Exercise directions – Would you please give all the lines below again, exactly as they stand?

-- Material supplied follows --

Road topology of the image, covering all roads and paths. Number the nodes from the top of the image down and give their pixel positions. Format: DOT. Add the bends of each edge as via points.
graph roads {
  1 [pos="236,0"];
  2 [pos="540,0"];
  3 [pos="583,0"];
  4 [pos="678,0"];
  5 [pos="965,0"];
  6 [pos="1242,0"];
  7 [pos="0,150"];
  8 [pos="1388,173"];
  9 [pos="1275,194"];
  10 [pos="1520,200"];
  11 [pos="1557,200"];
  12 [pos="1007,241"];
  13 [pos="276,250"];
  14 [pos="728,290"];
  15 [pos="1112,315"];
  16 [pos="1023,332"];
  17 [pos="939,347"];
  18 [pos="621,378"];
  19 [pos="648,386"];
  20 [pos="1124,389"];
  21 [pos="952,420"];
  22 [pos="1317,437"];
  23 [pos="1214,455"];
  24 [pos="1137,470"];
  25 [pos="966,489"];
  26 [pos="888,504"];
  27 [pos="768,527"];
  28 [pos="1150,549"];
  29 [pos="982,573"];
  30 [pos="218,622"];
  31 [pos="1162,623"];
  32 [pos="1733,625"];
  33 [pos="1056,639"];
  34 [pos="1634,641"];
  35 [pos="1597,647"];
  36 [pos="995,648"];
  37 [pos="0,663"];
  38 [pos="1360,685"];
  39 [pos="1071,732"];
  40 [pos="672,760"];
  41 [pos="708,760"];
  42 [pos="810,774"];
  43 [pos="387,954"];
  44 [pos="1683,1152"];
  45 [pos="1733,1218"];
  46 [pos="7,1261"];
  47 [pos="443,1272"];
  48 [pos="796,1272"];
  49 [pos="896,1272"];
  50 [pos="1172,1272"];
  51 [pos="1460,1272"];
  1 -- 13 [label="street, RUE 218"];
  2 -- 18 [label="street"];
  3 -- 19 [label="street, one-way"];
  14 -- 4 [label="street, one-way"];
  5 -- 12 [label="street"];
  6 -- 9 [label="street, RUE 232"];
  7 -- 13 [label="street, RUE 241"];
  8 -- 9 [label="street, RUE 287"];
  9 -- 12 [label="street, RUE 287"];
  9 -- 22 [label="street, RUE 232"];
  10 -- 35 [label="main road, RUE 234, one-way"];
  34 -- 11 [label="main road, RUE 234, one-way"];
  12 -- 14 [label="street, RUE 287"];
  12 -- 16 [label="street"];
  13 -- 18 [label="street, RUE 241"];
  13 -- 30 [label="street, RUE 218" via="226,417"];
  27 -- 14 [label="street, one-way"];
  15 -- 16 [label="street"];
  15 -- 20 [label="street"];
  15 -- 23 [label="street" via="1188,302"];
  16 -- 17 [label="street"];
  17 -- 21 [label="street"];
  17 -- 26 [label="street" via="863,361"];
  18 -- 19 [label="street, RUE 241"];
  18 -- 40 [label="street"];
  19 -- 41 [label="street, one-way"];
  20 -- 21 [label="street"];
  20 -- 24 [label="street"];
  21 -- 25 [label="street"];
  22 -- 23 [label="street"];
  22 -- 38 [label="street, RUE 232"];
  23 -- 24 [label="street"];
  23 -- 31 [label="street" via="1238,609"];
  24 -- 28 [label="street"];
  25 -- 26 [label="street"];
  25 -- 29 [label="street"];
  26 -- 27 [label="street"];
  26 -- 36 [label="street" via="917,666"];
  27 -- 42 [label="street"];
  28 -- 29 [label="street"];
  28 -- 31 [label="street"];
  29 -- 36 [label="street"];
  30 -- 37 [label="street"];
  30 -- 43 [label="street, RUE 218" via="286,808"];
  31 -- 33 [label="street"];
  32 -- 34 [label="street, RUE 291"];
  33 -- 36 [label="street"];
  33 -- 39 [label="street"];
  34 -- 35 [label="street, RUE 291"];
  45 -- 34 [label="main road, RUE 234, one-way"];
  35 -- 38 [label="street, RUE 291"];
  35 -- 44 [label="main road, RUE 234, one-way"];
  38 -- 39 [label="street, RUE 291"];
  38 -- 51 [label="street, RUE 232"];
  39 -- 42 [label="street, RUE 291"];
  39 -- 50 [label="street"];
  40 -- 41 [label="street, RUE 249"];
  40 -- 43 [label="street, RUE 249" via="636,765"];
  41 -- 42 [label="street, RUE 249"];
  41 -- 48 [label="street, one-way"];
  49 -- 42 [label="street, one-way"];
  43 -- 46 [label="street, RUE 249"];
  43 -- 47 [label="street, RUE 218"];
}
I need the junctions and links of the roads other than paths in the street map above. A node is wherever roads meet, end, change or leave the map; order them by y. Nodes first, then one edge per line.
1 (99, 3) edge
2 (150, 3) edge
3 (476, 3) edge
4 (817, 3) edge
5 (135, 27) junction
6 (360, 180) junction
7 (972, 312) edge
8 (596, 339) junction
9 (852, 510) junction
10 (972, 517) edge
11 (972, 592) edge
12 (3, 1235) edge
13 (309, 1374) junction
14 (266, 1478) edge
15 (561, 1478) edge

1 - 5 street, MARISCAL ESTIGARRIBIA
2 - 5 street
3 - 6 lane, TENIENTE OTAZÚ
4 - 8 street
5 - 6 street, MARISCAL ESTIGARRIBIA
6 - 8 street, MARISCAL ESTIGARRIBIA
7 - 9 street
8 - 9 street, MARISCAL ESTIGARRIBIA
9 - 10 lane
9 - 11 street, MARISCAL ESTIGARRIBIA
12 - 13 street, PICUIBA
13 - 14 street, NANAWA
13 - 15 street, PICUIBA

-- Material supplied concluded --

Written solution –
Road topology of the image, covering all roads and paths. Number the nodes from the top of the image down and give their pixel positions. Format: DOT. Add the bends of each edge as via points.
graph roads {
  1 [pos="236,0"];
  2 [pos="540,0"];
  3 [pos="583,0"];
  4 [pos="678,0"];
  5 [pos="965,0"];
  6 [pos="1242,0"];
  7 [pos="0,150"];
  8 [pos="1388,173"];
  9 [pos="1275,194"];
  10 [pos="1520,200"];
  11 [pos="1557,200"];
  12 [pos="1007,241"];
  13 [pos="276,250"];
  14 [pos="728,290"];
  15 [pos="1112,315"];
  16 [pos="1023,332"];
  17 [pos="939,347"];
  18 [pos="621,378"];
  19 [pos="648,386"];
  20 [pos="1124,389"];
  21 [pos="952,420"];
  22 [pos="1317,437"];
  23 [pos="1214,455"];
  24 [pos="1137,470"];
  25 [pos="966,489"];
  26 [pos="888,504"];
  27 [pos="768,527"];
  28 [pos="1150,549"];
  29 [pos="982,573"];
  30 [pos="218,622"];
  31 [pos="1162,623"];
  32 [pos="1733,625"];
  33 [pos="1056,639"];
  34 [pos="1634,641"];
  35 [pos="1597,647"];
  36 [pos="995,648"];
  37 [pos="0,663"];
  38 [pos="1360,685"];
  39 [pos="1071,732"];
  40 [pos="672,760"];
  41 [pos="708,760"];
  42 [pos="810,774"];
  43 [pos="387,954"];
  44 [pos="1683,1152"];
  45 [pos="1733,1218"];
  46 [pos="7,1261"];
  47 [pos="443,1272"];
  48 [pos="796,1272"];
  49 [pos="896,1272"];
  50 [pos="1172,1272"];
  51 [pos="1460,1272"];
  1 -- 13 [label="street, RUE 218"];
  2 -- 18 [label="street"];
  3 -- 19 [label="street, one-way"];
  14 -- 4 [label="street, one-way"];
  5 -- 12 [label="street"];
  6 -- 9 [label="street, RUE 232"];
  7 -- 13 [label="street, RUE 241"];
  8 -- 9 [label="street, RUE 287"];
  9 -- 12 [label="street, RUE 287"];
  9 -- 22 [label="street, RUE 232"];
  10 -- 35 [label="main road, RUE 234, one-way"];
  34 -- 11 [label="main road, RUE 234, one-way"];
  12 -- 14 [label="street, RUE 287"];
  12 -- 16 [label="street"];
  13 -- 18 [label="street, RUE 241"];
  13 -- 30 [label="street, RUE 218" via="226,417"];
  27 -- 14 [label="street, one-way"];
  15 -- 16 [label="street"];
  15 -- 20 [label="street"];
  15 -- 23 [label="street" via="1188,302"];
  16 -- 17 [label="street"];
  17 -- 21 [label="street"];
  17 -- 26 [label="street" via="863,361"];
  18 -- 19 [label="street, RUE 241"];
  18 -- 40 [label="street"];
  19 -- 41 [label="street, one-way"];
  20 -- 21 [label="street"];
  20 -- 24 [label="street"];
  21 -- 25 [label="street"];
  22 -- 23 [label="street"];
  22 -- 38 [label="street, RUE 232"];
  23 -- 24 [label="street"];
  23 -- 31 [label="street" via="1238,609"];
  24 -- 28 [label="street"];
  25 -- 26 [label="street"];
  25 -- 29 [label="street"];
  26 -- 27 [label="street"];
  26 -- 36 [label="street" via="917,666"];
  27 -- 42 [label="street"];
  28 -- 29 [label="street"];
  28 -- 31 [label="street"];
  29 -- 36 [label="street"];
  30 -- 37 [label="street"];
  30 -- 43 [label="street, RUE 218" via="286,808"];
  31 -- 33 [label="street"];
  32 -- 34 [label="street, RUE 291"];
  33 -- 36 [label="street"];
  33 -- 39 [label="street"];
  34 -- 35 [label="street, RUE 291"];
  45 -- 34 [label="main road, RUE 234, one-way"];
  35 -- 38 [label="street, RUE 291"];
  35 -- 44 [label="main road, RUE 234, one-way"];
  38 -- 39 [label="street, RUE 291"];
  38 -- 51 [label="street, RUE 232"];
  39 -- 42 [label="street, RUE 291"];
  39 -- 50 [label="street"];
  40 -- 41 [label="street, RUE 249"];
  40 -- 43 [label="street, RUE 249" via="636,765"];
  41 -- 42 [label="street, RUE 249"];
  41 -- 48 [label="street, one-way"];
  49 -- 42 [label="street, one-way"];
  43 -- 46 [label="street, RUE 249"];
  43 -- 47 [label="street, RUE 218"];
}
I need the junctions and links of the roads other than paths in the street map above. A node is wherever roads meet, end, change or leave the map; order them by y. Nodes first, then one edge per line.
1 (99, 3) edge
2 (150, 3) edge
3 (476, 3) edge
4 (817, 3) edge
5 (135, 27) junction
6 (360, 180) junction
7 (972, 312) edge
8 (596, 339) junction
9 (852, 510) junction
10 (972, 517) edge
11 (972, 592) edge
12 (3, 1235) edge
13 (309, 1374) junction
14 (266, 1478) edge
15 (561, 1478) edge

1 - 5 street, MARISCAL ESTIGARRIBIA
2 - 5 street
3 - 6 lane, TENIENTE OTAZÚ
4 - 8 street
5 - 6 street, MARISCAL ESTIGARRIBIA
6 - 8 street, MARISCAL ESTIGARRIBIA
7 - 9 street
8 - 9 street, MARISCAL ESTIGARRIBIA
9 - 10 lane
9 - 11 street, MARISCAL ESTIGARRIBIA
12 - 13 street, PICUIBA
13 - 14 street, NANAWA
13 - 15 street, PICUIBA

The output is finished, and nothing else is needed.